I have a scenario where I issue FLASHBACK DATABASE
quite often.
It seems that a FLASHBACK DATABASE
cycle does a reboot of the database instance which takes approx. 7 seconds on my setup.
Database is small (~ 1 GB tablespace), all files should be in I/O caches/buffers. Therefore I think that the bottleneck is not I/O based.
I'm looking for tuning advices in order to save user time and/or CPU time for doing a flashback.
UPDATE:
Flashback sequence (and timing of each step) is the following:
1. Get SYSDBA connection with prelim_auth=true [15 ms]
2. SHUTDOWN ABORT; [1034 ms]
3. STARTUP (unrestricted) [1241 ms]
4. Close SYSDBA connection [2 ms]
5. Get SYSDBA connection with prelim_auth=false [18 ms]

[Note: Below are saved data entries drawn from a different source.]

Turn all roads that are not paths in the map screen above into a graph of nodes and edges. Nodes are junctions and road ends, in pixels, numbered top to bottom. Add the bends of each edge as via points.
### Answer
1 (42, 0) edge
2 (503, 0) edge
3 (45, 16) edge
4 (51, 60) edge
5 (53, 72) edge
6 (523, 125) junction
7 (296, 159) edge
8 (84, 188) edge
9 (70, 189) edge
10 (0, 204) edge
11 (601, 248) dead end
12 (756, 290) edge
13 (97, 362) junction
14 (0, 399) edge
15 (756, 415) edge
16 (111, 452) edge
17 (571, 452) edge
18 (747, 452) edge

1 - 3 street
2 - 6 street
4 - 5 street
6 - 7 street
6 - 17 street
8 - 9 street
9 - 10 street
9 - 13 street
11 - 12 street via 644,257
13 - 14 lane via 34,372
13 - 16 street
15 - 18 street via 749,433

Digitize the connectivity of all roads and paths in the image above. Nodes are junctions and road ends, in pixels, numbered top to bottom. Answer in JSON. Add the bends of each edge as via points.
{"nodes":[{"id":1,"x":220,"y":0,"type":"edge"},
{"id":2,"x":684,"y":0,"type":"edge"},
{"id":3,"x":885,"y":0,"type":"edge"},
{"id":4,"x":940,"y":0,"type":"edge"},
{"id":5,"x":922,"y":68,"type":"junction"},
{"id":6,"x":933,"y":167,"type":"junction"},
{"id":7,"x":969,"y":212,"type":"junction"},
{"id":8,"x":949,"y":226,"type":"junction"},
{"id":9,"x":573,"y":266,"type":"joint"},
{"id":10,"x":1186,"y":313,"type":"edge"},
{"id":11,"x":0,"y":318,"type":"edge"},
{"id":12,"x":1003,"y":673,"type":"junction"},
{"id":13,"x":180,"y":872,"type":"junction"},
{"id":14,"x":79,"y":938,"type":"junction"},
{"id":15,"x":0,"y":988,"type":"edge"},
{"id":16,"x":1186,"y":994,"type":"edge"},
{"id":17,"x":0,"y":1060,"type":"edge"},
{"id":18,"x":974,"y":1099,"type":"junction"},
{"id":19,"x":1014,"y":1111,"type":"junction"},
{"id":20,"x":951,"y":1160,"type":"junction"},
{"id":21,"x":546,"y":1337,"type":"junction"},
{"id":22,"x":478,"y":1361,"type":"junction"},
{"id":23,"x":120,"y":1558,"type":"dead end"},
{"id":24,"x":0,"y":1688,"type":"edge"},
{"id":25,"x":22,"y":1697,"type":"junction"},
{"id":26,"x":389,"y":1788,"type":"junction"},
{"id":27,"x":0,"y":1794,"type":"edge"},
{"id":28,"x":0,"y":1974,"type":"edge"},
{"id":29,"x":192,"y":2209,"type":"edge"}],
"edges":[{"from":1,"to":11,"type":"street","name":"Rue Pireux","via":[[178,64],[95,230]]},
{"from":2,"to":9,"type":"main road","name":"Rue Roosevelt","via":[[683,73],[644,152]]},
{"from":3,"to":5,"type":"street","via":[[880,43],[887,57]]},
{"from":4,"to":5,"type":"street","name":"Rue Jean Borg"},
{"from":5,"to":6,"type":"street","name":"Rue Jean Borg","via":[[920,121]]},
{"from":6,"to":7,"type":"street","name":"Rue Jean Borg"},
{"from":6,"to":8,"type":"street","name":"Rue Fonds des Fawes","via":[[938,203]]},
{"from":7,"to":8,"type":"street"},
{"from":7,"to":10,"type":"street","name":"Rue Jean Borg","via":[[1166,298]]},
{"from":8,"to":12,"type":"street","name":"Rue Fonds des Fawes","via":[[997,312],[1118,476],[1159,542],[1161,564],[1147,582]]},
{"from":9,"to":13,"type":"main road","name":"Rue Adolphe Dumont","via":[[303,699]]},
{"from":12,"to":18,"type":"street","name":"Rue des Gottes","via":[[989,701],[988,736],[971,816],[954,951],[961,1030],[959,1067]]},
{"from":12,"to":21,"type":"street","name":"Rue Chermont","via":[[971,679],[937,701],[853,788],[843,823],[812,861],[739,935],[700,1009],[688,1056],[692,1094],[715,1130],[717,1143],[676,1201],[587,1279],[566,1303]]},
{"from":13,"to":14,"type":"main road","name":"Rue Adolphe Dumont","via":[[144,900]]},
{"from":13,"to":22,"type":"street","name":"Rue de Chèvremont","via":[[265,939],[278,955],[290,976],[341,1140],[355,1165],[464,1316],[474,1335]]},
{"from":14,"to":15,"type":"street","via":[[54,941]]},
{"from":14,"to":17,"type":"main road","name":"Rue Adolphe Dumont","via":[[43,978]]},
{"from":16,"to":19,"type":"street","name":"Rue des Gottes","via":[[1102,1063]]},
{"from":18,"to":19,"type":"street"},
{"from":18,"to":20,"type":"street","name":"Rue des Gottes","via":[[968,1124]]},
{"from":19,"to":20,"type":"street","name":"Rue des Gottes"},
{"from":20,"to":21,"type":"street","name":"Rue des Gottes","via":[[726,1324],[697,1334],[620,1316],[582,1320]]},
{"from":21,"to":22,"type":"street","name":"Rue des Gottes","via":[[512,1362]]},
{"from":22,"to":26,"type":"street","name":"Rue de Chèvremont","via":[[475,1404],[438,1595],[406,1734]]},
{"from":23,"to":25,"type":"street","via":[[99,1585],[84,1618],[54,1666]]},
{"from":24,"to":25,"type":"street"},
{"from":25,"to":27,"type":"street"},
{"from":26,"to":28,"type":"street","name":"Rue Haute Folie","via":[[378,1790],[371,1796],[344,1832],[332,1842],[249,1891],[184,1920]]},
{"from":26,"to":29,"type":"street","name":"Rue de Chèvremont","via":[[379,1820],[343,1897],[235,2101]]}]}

6. ALTER DATABASE MOUNT [4073 ms]
7. FLASHBACK DATABASE TO RESTORE POINT <restore_point_name> [306 ms]
8. ALTER DATABASE OPEN RESETLOGS [1652 ms]

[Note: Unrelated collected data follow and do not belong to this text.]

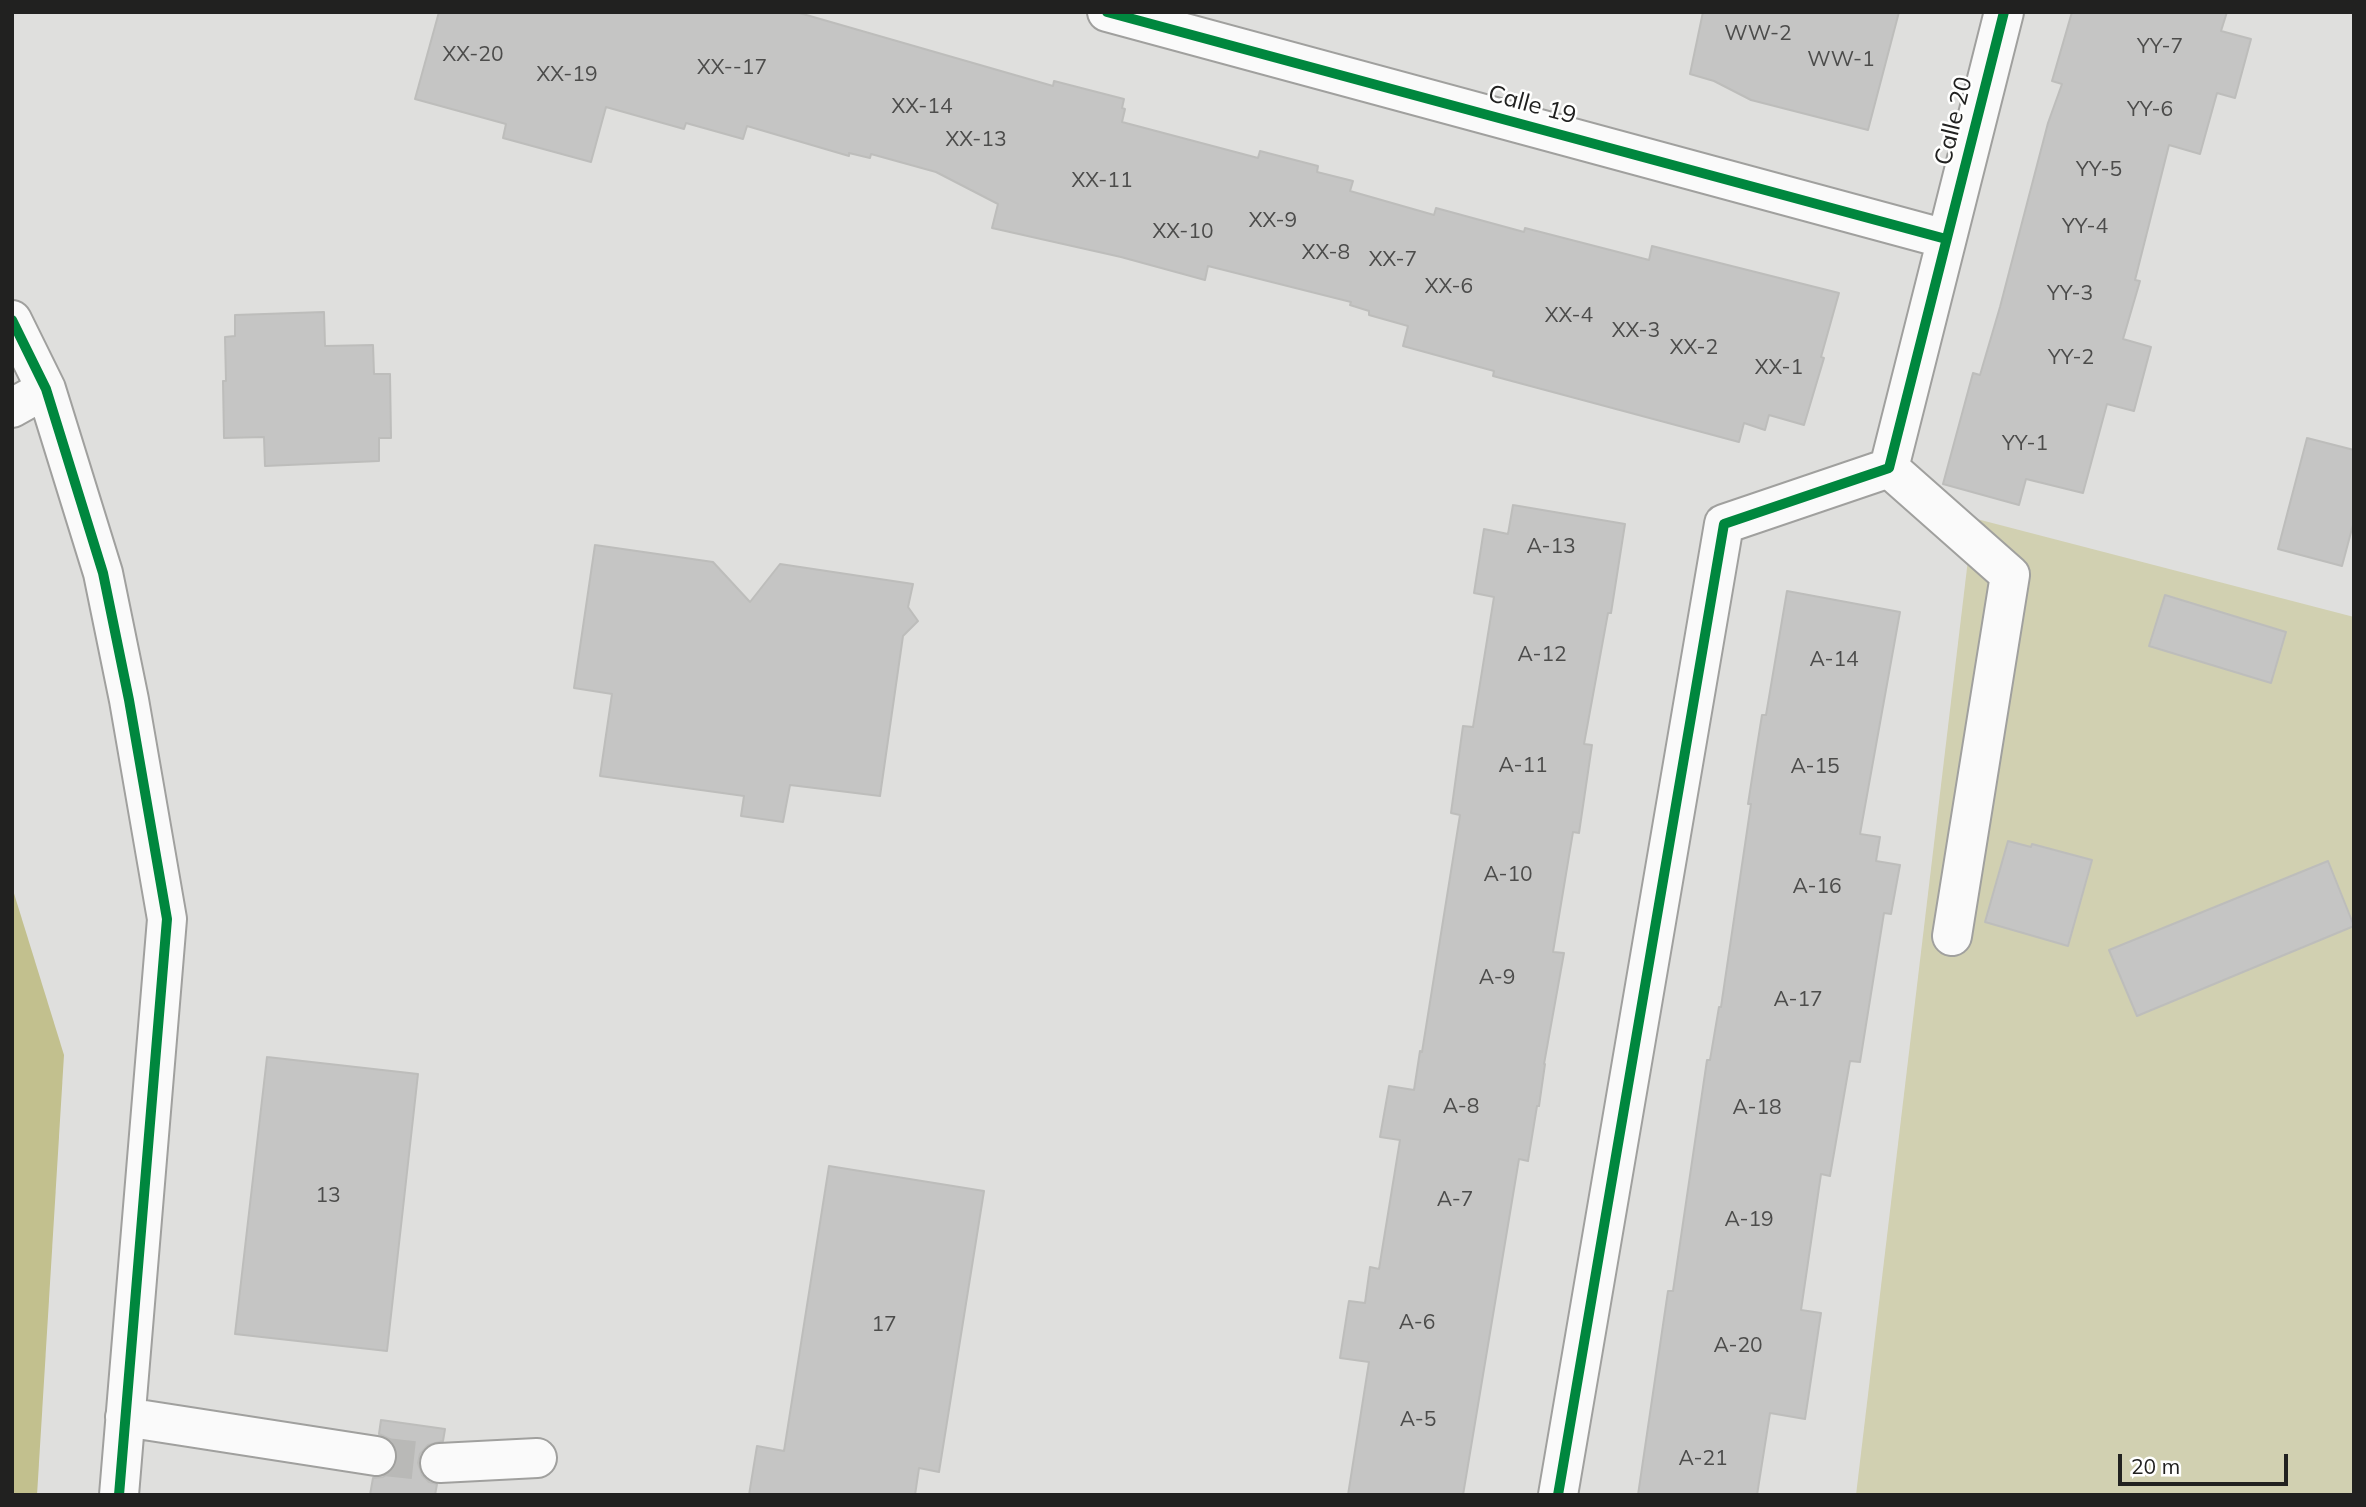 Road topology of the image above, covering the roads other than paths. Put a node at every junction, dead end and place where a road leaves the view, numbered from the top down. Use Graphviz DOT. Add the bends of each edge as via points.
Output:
graph roads {
  1 [pos="1107,12"];
  2 [pos="2004,12"];
  3 [pos="1945,239"];
  4 [pos="12,320"];
  5 [pos="46,389"];
  6 [pos="12,408"];
  7 [pos="1889,468"];
  8 [pos="1952,936"];
  9 [pos="125,1417"];
  10 [pos="376,1456"];
  11 [pos="537,1458"];
  12 [pos="440,1463"];
  13 [pos="119,1495"];
  14 [pos="1558,1495"];
  1 -- 3 [label="street, Calle 19"];
  2 -- 3 [label="street, Calle 20"];
  3 -- 7 [label="street, Calle 20"];
  4 -- 5 [label="street"];
  5 -- 6 [label="street"];
  5 -- 9 [label="street" via="103,573 167,919"];
  7 -- 8 [label="street" via="2010,575"];
  7 -- 14 [label="street" via="1724,524"];
  9 -- 10 [label="street"];
  9 -- 13 [label="street"];
  11 -- 12 [label="street"];
}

9. CLOSE SYSDBA connection [2 ms]
Upvotes: 9
Views: 674
Reputation: 906
startup
a. Implement hugepages
b. Set statistics_level = basic
mount
a. Use only one control file. Do not multiplex.

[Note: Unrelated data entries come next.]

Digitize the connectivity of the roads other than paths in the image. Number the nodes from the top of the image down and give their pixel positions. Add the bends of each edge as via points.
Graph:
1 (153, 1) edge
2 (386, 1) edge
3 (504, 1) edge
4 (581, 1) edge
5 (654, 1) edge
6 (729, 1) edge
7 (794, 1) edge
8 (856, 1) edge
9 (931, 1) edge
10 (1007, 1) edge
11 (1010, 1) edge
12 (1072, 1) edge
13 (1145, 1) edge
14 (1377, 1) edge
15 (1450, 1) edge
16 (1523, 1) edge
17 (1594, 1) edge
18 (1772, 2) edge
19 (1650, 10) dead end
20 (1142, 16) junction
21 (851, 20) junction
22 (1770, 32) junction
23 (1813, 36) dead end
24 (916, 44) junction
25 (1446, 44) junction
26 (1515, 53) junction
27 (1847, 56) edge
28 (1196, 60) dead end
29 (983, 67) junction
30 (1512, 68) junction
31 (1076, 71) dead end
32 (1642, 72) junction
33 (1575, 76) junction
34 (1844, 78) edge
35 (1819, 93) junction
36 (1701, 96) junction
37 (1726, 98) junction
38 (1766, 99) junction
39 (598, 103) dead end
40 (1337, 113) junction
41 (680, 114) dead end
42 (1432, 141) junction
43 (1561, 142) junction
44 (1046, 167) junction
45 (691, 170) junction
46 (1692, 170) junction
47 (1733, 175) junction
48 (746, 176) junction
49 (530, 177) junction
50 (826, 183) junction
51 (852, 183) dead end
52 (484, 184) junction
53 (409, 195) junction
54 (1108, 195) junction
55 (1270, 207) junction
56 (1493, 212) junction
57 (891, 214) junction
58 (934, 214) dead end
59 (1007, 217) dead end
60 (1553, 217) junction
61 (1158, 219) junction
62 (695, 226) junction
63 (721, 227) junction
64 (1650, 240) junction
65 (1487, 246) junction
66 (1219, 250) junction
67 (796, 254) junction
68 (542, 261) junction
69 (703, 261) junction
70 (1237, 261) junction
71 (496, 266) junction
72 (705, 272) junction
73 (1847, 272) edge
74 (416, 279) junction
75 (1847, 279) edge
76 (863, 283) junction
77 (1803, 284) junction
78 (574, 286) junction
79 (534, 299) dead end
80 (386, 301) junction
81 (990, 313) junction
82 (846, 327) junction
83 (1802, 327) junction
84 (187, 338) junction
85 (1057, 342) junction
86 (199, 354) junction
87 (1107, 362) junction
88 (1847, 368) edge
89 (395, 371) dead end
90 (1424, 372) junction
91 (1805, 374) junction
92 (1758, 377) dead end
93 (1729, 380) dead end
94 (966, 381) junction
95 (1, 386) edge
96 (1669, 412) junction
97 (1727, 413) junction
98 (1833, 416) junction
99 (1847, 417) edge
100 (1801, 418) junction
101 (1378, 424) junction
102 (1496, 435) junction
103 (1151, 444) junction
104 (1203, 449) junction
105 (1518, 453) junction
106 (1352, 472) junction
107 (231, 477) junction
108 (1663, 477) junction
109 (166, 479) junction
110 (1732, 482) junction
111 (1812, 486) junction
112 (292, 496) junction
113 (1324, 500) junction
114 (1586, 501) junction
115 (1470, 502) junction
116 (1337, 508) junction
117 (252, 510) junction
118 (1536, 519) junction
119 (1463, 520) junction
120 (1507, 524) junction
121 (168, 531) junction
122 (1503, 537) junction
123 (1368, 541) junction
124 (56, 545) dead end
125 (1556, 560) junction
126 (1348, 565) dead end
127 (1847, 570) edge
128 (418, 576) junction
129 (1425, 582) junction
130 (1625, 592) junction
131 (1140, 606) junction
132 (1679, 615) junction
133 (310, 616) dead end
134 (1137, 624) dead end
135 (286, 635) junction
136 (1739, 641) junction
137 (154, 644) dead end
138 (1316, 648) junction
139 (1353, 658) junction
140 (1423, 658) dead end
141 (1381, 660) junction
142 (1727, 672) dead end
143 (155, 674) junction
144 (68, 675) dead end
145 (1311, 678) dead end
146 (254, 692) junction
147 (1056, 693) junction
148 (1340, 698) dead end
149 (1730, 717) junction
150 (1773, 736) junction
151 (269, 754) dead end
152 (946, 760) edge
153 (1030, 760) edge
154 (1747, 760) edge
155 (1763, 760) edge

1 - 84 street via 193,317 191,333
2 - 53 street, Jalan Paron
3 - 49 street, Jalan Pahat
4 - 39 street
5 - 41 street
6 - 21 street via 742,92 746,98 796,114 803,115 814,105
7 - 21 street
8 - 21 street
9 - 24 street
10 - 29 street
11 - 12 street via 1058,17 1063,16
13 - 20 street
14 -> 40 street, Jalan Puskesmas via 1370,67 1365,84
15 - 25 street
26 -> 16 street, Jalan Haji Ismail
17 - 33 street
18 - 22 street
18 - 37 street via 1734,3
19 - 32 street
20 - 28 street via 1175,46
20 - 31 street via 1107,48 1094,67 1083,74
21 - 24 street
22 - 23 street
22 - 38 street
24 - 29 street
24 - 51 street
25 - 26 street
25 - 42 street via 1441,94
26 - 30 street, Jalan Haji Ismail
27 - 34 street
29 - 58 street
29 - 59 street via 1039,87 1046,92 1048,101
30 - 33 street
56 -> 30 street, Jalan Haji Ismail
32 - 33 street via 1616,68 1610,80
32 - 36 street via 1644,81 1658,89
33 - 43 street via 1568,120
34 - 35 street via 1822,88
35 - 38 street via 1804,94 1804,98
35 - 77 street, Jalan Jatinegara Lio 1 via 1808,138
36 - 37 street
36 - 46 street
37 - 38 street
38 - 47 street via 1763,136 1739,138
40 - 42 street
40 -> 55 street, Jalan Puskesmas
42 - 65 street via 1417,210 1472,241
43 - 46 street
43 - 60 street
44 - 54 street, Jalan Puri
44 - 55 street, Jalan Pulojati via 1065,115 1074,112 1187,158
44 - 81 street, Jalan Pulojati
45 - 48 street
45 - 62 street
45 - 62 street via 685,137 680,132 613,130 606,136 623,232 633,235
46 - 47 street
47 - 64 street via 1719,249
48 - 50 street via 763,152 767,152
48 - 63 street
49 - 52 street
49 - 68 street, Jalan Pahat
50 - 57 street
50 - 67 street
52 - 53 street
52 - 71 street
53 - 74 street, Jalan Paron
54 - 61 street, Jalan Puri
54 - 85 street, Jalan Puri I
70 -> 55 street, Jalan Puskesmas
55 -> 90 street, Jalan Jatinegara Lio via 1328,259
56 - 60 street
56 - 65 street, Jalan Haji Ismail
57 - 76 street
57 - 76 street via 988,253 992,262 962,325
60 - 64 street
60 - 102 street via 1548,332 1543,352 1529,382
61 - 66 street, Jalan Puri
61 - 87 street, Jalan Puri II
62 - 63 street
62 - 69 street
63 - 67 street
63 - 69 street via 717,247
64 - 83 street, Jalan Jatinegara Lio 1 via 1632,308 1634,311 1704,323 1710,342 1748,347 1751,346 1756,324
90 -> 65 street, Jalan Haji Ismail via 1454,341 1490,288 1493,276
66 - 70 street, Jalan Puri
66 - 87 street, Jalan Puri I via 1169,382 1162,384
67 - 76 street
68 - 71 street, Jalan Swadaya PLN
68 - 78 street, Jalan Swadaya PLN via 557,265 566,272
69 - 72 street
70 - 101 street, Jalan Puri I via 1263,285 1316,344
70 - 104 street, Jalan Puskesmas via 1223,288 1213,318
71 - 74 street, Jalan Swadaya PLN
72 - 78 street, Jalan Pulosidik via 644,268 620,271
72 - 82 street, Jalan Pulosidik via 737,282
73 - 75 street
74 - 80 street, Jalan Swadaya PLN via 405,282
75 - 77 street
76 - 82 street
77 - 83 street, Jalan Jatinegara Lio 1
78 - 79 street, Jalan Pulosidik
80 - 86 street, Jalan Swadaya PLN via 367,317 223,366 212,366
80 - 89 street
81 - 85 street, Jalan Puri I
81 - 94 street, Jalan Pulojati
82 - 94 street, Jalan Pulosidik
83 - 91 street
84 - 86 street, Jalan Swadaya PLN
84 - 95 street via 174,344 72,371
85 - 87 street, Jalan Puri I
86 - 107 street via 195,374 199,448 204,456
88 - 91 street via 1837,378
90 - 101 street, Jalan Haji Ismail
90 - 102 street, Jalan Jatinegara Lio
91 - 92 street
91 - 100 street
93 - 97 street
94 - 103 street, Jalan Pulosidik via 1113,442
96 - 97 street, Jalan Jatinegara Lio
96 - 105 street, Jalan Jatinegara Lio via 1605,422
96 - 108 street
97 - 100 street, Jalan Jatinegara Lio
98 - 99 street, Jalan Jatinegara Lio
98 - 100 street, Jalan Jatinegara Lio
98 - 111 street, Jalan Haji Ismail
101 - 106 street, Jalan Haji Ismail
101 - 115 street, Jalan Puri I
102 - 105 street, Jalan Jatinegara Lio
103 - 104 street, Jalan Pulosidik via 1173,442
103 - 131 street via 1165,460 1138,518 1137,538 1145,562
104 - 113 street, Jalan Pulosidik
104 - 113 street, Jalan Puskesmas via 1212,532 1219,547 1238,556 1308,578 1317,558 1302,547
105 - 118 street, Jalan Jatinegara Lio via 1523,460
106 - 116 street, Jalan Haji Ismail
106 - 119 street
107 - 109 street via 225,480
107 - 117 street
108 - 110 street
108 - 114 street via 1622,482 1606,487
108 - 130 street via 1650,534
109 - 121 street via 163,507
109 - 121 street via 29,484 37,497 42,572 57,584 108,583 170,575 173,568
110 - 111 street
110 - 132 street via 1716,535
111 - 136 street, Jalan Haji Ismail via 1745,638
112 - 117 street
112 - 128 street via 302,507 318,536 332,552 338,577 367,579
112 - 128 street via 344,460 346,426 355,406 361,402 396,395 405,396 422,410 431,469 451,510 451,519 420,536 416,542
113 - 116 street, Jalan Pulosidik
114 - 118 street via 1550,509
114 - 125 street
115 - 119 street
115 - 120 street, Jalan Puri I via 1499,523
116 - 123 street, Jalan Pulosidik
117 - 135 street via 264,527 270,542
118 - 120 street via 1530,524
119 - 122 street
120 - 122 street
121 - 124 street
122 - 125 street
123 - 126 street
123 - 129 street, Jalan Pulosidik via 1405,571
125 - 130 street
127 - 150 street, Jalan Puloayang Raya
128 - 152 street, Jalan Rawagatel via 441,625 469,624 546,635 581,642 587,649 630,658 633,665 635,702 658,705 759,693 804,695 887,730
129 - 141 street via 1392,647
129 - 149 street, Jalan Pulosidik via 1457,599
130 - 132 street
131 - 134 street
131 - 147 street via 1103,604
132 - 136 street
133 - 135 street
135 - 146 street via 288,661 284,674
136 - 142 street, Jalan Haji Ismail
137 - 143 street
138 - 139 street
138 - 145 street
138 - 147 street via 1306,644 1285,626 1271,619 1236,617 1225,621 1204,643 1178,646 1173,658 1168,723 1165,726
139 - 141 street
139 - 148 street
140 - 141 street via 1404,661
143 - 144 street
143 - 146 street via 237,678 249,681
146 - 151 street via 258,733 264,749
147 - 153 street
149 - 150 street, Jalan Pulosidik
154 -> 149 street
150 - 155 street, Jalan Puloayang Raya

b. Minimize the number of data files and tempfiles. Use bigfile tablespaces.
c. Re-create your control file from a trace. Omit nonessential items.
resetlogs
a. Use only one logfile per redo log group. Do not multiplex.
b. Create only 2 redo log groups.
c. Minimize the size of each redo log.
These options would compromise reliability and manageability, though.
Upvotes: 1
Reputation: 289
You are spending most of the response time on I/O related operations:
Access control files: ALTER DATABASE MOUNT [4073 ms]
Reset redo logs: ALTER DATABASE OPEN RESETLOGS [1652 ms]
Try to put control files and redo log files on very fast storage, like NVMe based SSD.
Also, how many redo log files and log file groups do you have? - reducing them would help as well - if you can allow it.
Upvotes: 0
Reputation: 127
You could use a storage snapshot. In that case take a snapshot at t0. Do your operations. Once you are ready to rollback stop the database and mount your t0 snapshot as your data files. This should take you the same time than starting your database at t0.